- What to do -
Below are records to retype exactly, except for the pictures.

[Joint position lists]
=== Begin Enclosure ===

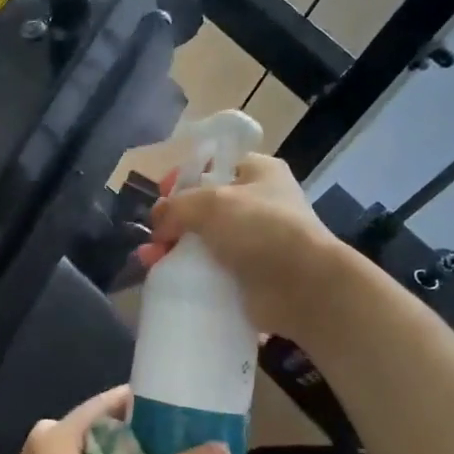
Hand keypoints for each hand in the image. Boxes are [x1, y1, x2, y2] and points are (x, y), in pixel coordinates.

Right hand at [140, 153, 347, 343]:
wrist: (303, 287)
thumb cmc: (261, 228)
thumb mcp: (211, 202)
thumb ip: (176, 206)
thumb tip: (158, 222)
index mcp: (258, 172)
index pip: (213, 165)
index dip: (184, 176)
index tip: (162, 195)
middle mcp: (258, 204)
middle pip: (203, 206)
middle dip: (173, 220)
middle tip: (154, 236)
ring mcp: (254, 242)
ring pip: (203, 240)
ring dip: (174, 248)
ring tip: (150, 261)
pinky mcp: (248, 275)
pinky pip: (210, 270)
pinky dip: (189, 274)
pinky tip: (166, 278)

=== End Enclosure ===

- Response for this exercise -
Hand keypoints for each hand in the image. Boxes are [x1, y1, x2, y2] and points are (x, y), in pixel coordinates.

Right hand at [140, 153, 347, 343]:
wrist: (303, 287)
thumb cmc: (261, 228)
thumb mcp: (211, 202)
thumb ip: (176, 206)
thumb tip: (158, 222)
index mcp: (258, 172)
index pip: (213, 165)
index dip: (184, 176)
index tip: (162, 195)
middle mcp: (258, 204)
middle pip: (203, 206)
middle dip: (173, 220)
middle tip: (154, 236)
ring mcp: (254, 242)
ring pip: (203, 240)
ring dip: (174, 248)
ring tip: (150, 261)
pinky mcp: (248, 275)
pinky pip: (210, 270)
pinky dip: (189, 274)
pinky tip: (166, 278)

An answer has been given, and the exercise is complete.